A better definition of tax credits is social tinkering or engineering, as they target certain politically desirable constituents to the detriment of others. “Taxpayers can receive a raft of tax credits if they engage in various government-specified activities,” confirms Peter Ferrara, director of entitlement and budget policy for the Institute for Policy Innovation.

A tax cut, of course, is a reduction in tax rates. It means letting a poor sod (or serf) keep more of his rightful earnings.

The man with the reverse-Midas touch—who cannot get his head around the idea of property rights—added that “his administration is looking at the possibility of a payroll tax holiday, in addition to research-and-development tax breaks for corporations.”

Taxes are private property plundered. The government has several ways to pay for its obligations, one of which is to seize private property in the form of taxes. The particular portion of the “stim” and bailouts that was not borrowed or counterfeited by the Fed once belonged to individual Americans. Thus, a tax cut for high-income earners, who also pay most of the taxes, is tantamount to a return of stolen goods.

The distinction between what is mine and what is thine evades the president.

The reason the line about soaking the rich “drew applause from the audience of about 200 or so gathered at the Newseum in Washington” is to be found in an experiment conducted at the Universities of Warwick and Oxford, which was more of a confirmation than an investigation of human nature.

“Ingeniously operationalized by Professor Andrew Oswald and Dr. Daniel Zizzo, the experiment demonstrated the lengths to which people will go to destroy the wealth of others, even if, in the process, they knowingly wipe out their own funds.”

“The economists approximated reality by distributing cash unequally among the subjects, who were then told they could anonymously ‘burn away other people’s money,’ with one caveat: in the process, they would be destroying some of their own. Naively, the researchers expected little ‘burning’ to occur, and certainly for it to stop once the destruction of the opponent’s money became too painful to the player’s pocket. They were flummoxed when 62 percent of the subjects continued to ‘burn’ the wealth of others even at crippling costs to themselves.”

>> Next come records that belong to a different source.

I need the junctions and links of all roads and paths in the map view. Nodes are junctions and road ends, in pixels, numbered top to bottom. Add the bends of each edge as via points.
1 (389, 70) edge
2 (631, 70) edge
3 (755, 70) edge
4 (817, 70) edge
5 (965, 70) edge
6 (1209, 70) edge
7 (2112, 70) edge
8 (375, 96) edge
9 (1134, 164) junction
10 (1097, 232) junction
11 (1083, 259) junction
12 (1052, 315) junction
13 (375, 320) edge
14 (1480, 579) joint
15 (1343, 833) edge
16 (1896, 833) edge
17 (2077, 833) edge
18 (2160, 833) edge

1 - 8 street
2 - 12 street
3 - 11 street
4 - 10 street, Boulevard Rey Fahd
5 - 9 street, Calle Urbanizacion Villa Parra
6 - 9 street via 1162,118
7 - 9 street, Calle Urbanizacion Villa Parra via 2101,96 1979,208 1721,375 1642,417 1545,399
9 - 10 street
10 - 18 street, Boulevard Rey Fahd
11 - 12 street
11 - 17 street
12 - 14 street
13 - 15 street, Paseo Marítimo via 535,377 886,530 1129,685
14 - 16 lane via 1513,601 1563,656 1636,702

Laboratory-to-life extrapolations can be problematic, but this experiment transports effortlessly.

UPDATE (Sept. 21): “What Should We Do With the Estate Tax?” is the title of a legit article in the War Street Journal. Evidently, an inheritance belongs to the royal “We.” “A huge amount of money hangs in the balance,” says the author of the piece. Whose bloody money is it anyway?

On the bright side: a slight deviation from rank utilitarianism is evident in questioning whether “such a tax is fair to heirs, not to mention the people who worked and saved over the decades to build up those assets.”